We have specified the callbacks that store the loss and accuracy information for each epoch to be saved as the variable history. We can retrieve this data from the dictionary history.history. Let's check out the dictionary keys:
print(history.history.keys())
This will output dict_keys(['loss', 'acc']).

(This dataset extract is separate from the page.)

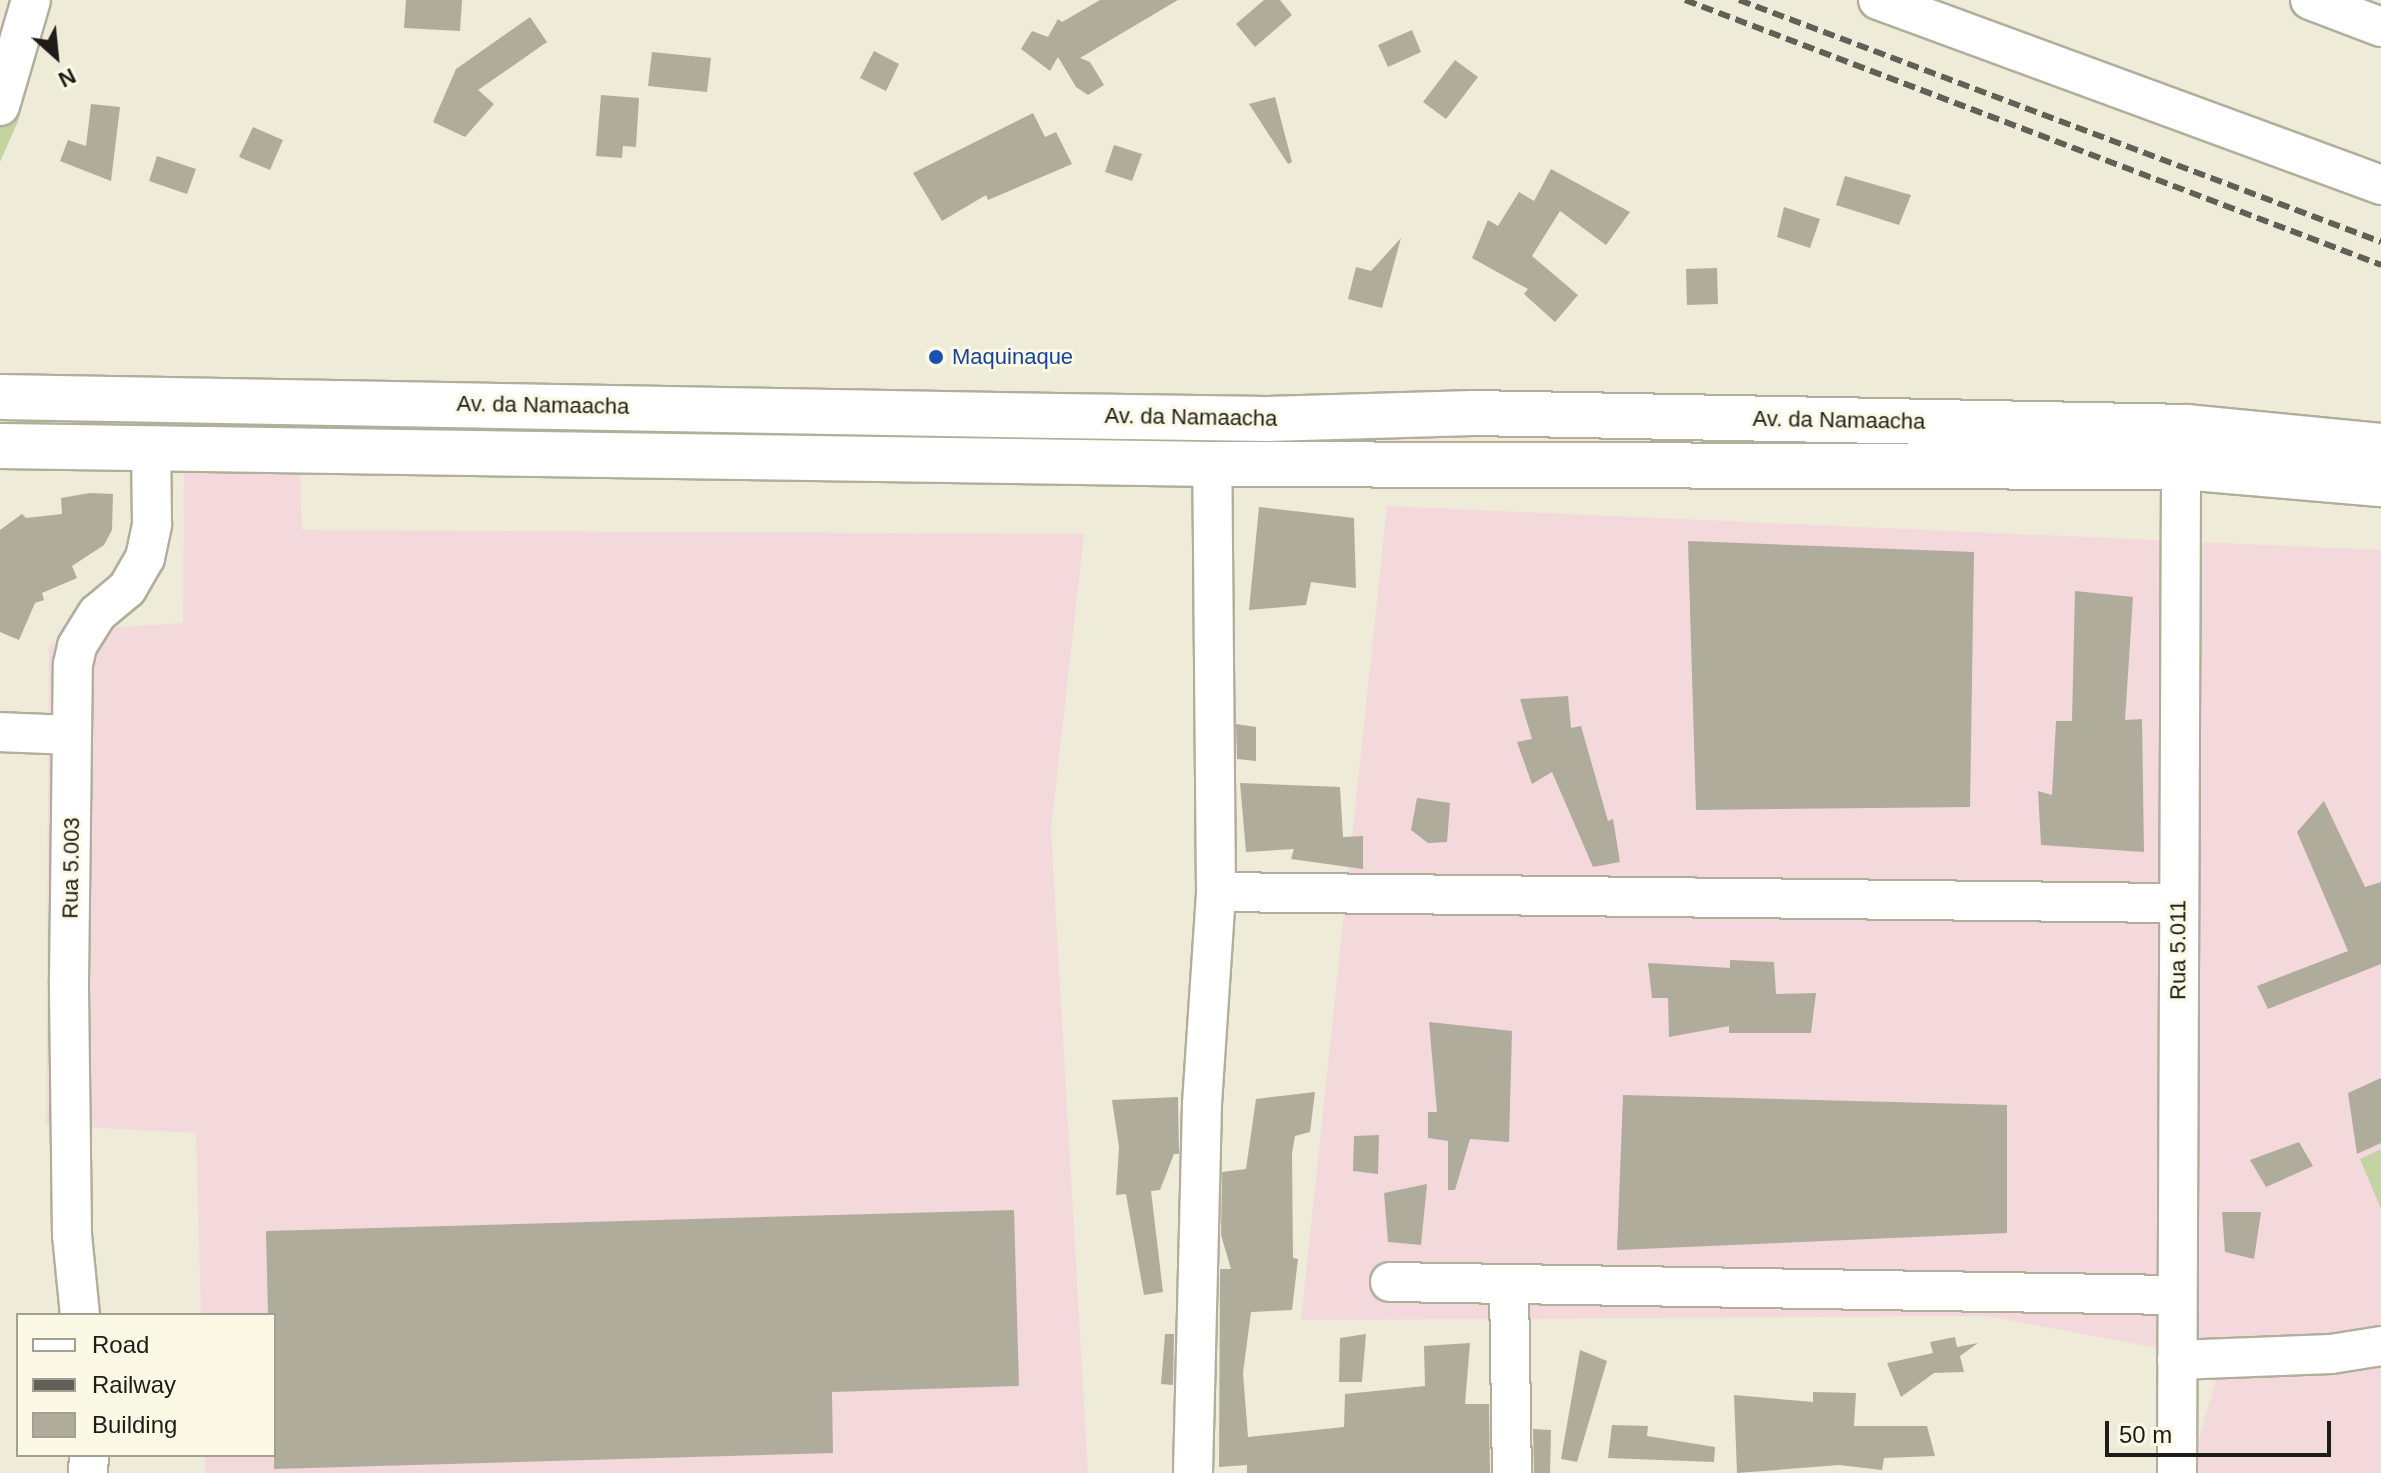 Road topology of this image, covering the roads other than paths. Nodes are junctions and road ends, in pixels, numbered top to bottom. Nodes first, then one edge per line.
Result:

Next, we will plot out the loss function and accuracy along epochs in line graphs:
import pandas as pd
import matplotlib
matplotlib.style.use('seaborn')
# Here plots the loss function graph along Epochs
pd.DataFrame(history.history['loss']).plot()
plt.legend([])
plt.xlabel('Epoch')
plt.ylabel('Loss')
plt.title('Validation loss across 100 epochs',fontsize=20,fontweight='bold')
plt.show()
# Here plots the percentage of accuracy along Epochs
pd.DataFrame(history.history['acc']).plot()
plt.legend([])
plt.xlabel('Epoch')
plt.ylabel('Accuracy')
plt.title('Accuracy loss across 100 epochs',fontsize=20,fontweight='bold')
plt.show()
Upon training, we can say the loss function is decreasing, accompanied by an increase in accuracy, which is something we are delighted to see. Here is the first graph showing the loss function:
The next graph shows the changes in Accuracy across Epoch:
From these screenshots, we can observe a general trend for decreasing loss and increasing accuracy with each epoch along the training process, with alternating ups and downs. We can observe whether the final accuracy or the learning rate is desirable and optimize the model where necessary.